===== Data for processing

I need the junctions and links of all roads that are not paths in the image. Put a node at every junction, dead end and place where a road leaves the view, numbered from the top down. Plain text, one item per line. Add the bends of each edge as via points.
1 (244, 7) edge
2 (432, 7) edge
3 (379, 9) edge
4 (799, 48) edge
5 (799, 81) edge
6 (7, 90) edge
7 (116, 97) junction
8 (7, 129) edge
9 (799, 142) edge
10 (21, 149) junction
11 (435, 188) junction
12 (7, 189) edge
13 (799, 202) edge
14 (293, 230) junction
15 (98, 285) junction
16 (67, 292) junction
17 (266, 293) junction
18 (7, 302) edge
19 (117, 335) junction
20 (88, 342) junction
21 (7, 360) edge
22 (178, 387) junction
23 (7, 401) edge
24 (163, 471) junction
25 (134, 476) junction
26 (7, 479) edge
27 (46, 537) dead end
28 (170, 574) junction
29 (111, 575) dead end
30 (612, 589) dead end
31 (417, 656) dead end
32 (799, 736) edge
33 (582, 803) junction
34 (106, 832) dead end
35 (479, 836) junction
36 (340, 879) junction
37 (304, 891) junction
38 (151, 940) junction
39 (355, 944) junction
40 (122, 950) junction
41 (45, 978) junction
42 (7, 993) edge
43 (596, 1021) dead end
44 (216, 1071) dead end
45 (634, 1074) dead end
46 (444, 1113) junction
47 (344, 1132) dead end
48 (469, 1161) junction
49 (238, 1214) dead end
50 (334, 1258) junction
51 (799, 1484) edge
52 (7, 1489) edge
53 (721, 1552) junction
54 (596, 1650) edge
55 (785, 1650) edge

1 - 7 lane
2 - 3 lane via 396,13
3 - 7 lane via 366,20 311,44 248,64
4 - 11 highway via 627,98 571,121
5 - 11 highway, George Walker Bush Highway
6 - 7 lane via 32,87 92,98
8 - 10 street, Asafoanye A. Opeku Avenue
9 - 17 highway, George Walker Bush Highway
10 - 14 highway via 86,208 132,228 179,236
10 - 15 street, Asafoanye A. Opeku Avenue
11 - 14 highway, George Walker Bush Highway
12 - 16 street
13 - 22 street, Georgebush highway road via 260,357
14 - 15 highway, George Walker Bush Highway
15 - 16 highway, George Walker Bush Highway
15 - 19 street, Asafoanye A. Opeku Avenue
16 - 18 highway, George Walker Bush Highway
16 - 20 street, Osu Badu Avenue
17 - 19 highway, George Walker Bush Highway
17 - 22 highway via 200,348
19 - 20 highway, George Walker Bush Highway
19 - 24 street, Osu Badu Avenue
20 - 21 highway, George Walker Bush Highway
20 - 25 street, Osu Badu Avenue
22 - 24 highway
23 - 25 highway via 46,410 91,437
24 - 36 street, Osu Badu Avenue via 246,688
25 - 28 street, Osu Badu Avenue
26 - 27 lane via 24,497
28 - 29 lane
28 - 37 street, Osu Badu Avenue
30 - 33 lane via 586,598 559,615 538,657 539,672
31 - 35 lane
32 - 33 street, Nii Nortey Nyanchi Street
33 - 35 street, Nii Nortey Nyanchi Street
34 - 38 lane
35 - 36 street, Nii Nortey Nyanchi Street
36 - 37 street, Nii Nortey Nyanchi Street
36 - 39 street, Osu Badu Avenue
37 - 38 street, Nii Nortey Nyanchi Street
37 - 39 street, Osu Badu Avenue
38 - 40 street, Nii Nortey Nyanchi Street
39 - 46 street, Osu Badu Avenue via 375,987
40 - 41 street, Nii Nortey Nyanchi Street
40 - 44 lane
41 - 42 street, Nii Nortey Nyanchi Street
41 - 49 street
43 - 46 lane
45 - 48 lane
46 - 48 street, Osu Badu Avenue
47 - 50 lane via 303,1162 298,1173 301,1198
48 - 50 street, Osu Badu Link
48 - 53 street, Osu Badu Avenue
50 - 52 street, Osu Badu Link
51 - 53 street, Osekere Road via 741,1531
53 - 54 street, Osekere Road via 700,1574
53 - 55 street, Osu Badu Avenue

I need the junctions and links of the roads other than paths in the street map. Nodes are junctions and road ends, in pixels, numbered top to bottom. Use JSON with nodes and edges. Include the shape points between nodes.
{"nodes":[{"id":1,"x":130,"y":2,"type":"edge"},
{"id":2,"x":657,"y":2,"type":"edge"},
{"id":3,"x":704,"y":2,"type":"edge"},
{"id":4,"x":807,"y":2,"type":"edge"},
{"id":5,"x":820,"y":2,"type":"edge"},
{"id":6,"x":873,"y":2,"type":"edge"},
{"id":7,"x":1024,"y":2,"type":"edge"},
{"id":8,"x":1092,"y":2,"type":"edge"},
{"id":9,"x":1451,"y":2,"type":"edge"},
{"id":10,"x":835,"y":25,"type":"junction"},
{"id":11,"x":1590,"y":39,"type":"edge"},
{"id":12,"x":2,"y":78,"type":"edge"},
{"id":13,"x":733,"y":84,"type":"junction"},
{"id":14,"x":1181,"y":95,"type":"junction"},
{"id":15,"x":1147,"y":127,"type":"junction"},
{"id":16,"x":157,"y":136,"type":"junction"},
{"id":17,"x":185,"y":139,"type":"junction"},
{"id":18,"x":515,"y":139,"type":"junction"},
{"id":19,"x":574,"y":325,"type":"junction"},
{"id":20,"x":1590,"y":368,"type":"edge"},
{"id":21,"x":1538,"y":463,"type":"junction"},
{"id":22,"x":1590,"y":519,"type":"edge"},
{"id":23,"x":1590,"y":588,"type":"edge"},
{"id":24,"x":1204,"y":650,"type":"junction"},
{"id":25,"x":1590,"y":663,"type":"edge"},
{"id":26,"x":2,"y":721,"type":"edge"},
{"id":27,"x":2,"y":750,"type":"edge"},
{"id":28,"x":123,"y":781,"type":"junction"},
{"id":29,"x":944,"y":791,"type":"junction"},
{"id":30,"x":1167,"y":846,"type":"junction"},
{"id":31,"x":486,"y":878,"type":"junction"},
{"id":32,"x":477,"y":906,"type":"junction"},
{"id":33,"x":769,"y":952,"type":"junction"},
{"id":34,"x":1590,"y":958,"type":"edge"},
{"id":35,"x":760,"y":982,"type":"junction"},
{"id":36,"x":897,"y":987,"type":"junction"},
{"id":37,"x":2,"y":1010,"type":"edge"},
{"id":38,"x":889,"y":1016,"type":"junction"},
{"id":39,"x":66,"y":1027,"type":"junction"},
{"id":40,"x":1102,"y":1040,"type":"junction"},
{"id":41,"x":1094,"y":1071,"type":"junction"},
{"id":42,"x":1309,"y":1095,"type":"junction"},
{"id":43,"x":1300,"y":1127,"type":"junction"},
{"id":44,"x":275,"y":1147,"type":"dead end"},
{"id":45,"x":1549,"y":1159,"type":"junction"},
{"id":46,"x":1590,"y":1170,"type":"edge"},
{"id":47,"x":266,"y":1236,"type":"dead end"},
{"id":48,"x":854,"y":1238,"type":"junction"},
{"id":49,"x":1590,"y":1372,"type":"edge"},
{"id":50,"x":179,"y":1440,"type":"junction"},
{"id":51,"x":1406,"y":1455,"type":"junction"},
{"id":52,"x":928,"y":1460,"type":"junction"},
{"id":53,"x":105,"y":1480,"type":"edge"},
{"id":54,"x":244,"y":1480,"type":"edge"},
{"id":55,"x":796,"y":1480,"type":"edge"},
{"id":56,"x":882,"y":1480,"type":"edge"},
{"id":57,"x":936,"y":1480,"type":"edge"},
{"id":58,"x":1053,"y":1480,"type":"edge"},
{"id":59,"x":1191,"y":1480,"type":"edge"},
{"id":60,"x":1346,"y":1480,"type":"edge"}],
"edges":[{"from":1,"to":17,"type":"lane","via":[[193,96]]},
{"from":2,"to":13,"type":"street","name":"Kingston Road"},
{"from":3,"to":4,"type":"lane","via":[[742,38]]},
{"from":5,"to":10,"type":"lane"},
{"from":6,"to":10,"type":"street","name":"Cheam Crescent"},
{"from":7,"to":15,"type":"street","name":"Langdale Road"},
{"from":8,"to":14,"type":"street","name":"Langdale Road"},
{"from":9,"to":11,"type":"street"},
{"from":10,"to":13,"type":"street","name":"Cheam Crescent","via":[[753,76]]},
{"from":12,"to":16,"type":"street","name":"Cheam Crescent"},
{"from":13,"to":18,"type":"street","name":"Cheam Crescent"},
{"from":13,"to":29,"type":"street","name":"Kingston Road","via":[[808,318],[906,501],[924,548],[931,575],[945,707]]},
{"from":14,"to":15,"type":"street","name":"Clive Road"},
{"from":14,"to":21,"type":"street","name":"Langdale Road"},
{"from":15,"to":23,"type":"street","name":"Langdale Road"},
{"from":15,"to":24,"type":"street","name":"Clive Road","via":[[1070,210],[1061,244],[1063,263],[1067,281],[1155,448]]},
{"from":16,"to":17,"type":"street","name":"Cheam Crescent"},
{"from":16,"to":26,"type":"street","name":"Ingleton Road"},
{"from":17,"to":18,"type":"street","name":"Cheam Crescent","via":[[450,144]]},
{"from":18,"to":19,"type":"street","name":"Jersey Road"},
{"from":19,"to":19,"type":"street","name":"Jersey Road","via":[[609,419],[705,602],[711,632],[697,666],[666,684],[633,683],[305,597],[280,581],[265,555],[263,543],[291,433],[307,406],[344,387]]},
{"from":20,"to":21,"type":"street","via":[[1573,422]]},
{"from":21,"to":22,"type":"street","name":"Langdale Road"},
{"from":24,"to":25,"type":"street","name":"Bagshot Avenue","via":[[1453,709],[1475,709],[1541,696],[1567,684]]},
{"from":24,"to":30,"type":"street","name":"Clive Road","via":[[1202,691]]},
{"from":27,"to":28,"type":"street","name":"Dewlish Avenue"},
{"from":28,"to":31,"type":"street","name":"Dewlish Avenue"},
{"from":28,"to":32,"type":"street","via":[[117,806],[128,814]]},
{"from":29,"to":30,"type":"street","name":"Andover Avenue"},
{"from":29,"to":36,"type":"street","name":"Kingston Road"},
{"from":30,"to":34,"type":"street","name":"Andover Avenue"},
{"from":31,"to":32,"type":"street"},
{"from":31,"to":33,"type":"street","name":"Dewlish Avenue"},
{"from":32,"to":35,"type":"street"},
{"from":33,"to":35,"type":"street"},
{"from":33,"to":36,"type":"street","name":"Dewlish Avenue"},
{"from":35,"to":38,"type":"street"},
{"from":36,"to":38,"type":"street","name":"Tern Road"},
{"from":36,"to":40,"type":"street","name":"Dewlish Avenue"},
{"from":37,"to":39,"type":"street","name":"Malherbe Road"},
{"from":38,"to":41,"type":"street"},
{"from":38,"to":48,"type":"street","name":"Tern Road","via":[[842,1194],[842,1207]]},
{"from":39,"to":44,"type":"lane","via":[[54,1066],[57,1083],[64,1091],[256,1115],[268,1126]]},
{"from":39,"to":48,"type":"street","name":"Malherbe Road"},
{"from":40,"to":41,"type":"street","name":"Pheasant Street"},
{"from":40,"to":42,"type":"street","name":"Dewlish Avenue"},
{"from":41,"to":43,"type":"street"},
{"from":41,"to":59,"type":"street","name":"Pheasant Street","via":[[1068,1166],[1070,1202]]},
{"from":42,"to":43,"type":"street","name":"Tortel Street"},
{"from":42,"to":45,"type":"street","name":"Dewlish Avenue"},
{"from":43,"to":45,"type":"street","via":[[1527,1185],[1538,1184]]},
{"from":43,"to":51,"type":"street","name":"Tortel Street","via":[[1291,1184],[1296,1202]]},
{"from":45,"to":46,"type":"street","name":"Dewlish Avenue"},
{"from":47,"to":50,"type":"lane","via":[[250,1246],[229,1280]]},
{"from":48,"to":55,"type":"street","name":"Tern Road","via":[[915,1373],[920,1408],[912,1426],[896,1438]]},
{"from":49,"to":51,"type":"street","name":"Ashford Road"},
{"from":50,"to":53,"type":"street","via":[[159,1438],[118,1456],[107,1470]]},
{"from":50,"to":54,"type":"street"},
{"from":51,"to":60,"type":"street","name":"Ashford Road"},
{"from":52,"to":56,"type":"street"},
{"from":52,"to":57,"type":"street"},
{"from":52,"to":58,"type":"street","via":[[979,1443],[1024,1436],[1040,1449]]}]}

==========

● Action item:
Copy out every line of the data that includes the word "Pheasant".

● Exercise answer:
{"from":40,"to":41,"type":"street","name":"Pheasant Street"},
{"from":41,"to":59,"type":"street","name":"Pheasant Street","via":[[1068,1166],[1070,1202]]},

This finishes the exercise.